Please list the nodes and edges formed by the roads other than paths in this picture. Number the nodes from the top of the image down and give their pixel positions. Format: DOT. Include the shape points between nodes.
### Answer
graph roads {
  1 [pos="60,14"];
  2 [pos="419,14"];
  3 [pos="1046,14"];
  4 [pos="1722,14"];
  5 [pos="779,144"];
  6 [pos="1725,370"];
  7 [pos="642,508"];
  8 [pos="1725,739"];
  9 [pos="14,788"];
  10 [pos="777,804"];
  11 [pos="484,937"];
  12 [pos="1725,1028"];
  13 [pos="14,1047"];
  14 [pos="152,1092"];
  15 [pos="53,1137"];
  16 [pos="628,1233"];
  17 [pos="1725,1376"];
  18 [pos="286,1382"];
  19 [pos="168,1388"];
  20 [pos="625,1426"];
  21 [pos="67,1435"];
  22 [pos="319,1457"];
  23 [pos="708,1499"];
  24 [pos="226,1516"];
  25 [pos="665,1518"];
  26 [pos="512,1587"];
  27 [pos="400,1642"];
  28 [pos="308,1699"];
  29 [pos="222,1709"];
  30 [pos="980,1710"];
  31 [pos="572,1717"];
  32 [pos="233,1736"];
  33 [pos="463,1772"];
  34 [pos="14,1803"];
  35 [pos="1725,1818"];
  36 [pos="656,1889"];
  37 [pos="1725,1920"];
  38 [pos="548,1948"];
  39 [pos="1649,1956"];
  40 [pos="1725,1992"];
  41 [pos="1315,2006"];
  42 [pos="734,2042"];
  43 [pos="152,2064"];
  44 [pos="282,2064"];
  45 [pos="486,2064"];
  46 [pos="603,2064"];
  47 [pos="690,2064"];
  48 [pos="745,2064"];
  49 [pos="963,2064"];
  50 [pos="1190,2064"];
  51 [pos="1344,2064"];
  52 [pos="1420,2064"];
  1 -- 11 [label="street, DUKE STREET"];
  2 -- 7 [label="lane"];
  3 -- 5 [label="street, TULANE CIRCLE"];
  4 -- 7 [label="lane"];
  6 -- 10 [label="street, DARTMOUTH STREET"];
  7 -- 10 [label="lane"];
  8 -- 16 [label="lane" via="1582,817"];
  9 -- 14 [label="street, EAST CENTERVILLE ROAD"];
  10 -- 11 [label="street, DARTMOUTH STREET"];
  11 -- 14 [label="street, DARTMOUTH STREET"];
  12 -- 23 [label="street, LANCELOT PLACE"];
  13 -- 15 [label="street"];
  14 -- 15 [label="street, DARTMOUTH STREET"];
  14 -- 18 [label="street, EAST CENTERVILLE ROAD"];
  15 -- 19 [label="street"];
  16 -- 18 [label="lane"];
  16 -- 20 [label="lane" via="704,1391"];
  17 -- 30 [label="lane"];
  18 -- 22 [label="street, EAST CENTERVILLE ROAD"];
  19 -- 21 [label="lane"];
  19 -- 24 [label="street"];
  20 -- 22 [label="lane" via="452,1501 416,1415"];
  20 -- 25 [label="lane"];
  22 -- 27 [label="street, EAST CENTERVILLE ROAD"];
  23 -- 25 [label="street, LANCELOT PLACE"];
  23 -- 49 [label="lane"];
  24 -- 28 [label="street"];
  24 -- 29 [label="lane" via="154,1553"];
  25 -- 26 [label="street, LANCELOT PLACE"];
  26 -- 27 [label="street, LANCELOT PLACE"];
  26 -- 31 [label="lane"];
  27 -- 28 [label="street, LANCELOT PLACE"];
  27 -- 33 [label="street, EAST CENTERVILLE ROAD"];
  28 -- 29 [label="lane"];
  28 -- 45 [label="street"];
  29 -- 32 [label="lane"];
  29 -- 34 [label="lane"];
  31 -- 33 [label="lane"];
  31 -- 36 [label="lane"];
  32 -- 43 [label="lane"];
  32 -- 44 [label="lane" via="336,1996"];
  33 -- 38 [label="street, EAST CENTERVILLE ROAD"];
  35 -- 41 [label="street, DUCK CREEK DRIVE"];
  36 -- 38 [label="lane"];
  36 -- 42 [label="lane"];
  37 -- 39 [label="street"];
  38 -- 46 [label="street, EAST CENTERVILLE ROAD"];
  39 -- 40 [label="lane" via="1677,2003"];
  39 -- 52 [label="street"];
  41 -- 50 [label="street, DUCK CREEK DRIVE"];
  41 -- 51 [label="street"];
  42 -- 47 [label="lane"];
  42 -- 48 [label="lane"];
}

Instructions for the task: Exact copies of all entries are what's needed here.

Exercise result:
Please list the nodes and edges formed by the roads other than paths in this picture. Number the nodes from the top of the image down and give their pixel positions. Format: DOT. Include the shape points between nodes.
### Answer
graph roads {
  1 [pos="60,14"];
  2 [pos="419,14"];
  3 [pos="1046,14"];
  4 [pos="1722,14"];
  5 [pos="779,144"];
  6 [pos="1725,370"];
  7 [pos="642,508"];
  8 [pos="1725,739"];
  9 [pos="14,788"];
  10 [pos="777,804"];
  11 [pos="484,937"];
  12 [pos="1725,1028"];
  13 [pos="14,1047"];
  14 [pos="152,1092"];
  15 [pos="53,1137"];
  16 [pos="628,1233"];
  17 [pos="1725,1376"];
  18 [pos="286,1382"];
  19 [pos="168,1388"];
  20 [pos="625,1426"];
  21 [pos="67,1435"];
  22 [pos="319,1457"];
  23 [pos="708,1499"];
  24 [pos="226,1516"];
  25 [pos="665,1518"];
  26 [pos="512,1587"];
  27 [pos="400,1642"];
  28 [pos="308,1699"];
  29 [pos="222,1709"];
  30 [pos="980,1710"];
  31 [pos="572,1717"];
  32 [pos="233,1736"];
  33 [pos="463,1772"];
  34 [pos="14,1803"];
  35 [pos="1725,1818"];
  36 [pos="656,1889"];
  37 [pos="1725,1920"];
  38 [pos="548,1948"];
  39 [pos="1649,1956"];
  40 [pos="1725,1992"];
  41 [pos="1315,2006"];
  42 [pos="734,2042"];
  43 [pos="152,2064"];
  44 [pos="282,2064"];
  45 [pos="486,2064"];
  46 [pos="603,2064"];
  47 [pos="690,2064"];
  48 [pos="745,2064"];
  49 [pos="963,2064"];
  50 [pos="1190,2064"];
  51 [pos="1344,2064"];
  52 [pos="1420,2064"];
  1 -- 11 [label="street, DUKE STREET"];
  2 -- 7 [label="lane"];
  3 -- 5 [label="street, TULANE CIRCLE"];
  4 -- 7 [label="lane"];
  6 -- 10 [label="street, DARTMOUTH STREET"];
  7 -- 10 [label="lane"];
  8 -- 16 [label="lane" via="1582,817"];
  9 -- 14 [label="street, EAST CENTERVILLE ROAD"];
  10 -- 11 [label="street, DARTMOUTH STREET"];
  11 -- 14 [label="street, DARTMOUTH STREET"];
  12 -- 23 [label="street, LANCELOT PLACE"];
  13 -- 15 [label="street"];
  14 -- 15 [label="street, DARTMOUTH STREET"];
  14 -- 18 [label="street, EAST CENTERVILLE ROAD"];
  15 -- 19 [label="street"];
  16 -- 18 [label="lane"];
  16 -- 20 [label="lane" via="704,1391"];
  17 -- 30 [label="lane"];
  18 -- 22 [label="street, EAST CENTERVILLE ROAD"];
  19 -- 21 [label="lane"];
  19 -- 24 [label="street"];
  20 -- 22 [label="lane" via="452,1501 416,1415"];
  20 -- 25 [label="lane"];
  22 -- 27 [label="street, EAST CENTERVILLE ROAD"];
  23 -- 25 [label="street, LANCELOT PLACE"];
  23 -- 49 [label="lane"];
  24 -- 28 [label="street"];
  24 -- 29 [label="lane" via="154,1553"];
  25 -- 26 [label="street, LANCELOT PLACE"];
  26 -- 27 [label="street, LANCELOT PLACE"];
  26 -- 31 [label="lane"];
  27 -- 28 [label="street, LANCELOT PLACE"];
  27 -- 33 [label="street, EAST CENTERVILLE ROAD"];
  28 -- 29 [label="lane"];
  28 -- 45 [label="street"];
  29 -- 32 [label="lane"];
  29 -- 34 [label="lane"];
  31 -- 33 [label="lane"];
  31 -- 36 [label="lane"];
  32 -- 43 [label="lane"];
  32 -- 44 [label="lane" via="336,1996"];
  33 -- 38 [label="street, EAST CENTERVILLE ROAD"];
  35 -- 41 [label="street, DUCK CREEK DRIVE"];
  36 -- 38 [label="lane"];
  36 -- 42 [label="lane"];
  37 -- 39 [label="street"];
  38 -- 46 [label="street, EAST CENTERVILLE ROAD"];
  39 -- 40 [label="lane" via="1677,2003"];
  39 -- 52 [label="street"];
  41 -- 50 [label="street, DUCK CREEK DRIVE"];
  41 -- 51 [label="street"];
  42 -- 47 [label="lane"];
  42 -- 48 [label="lane"];
}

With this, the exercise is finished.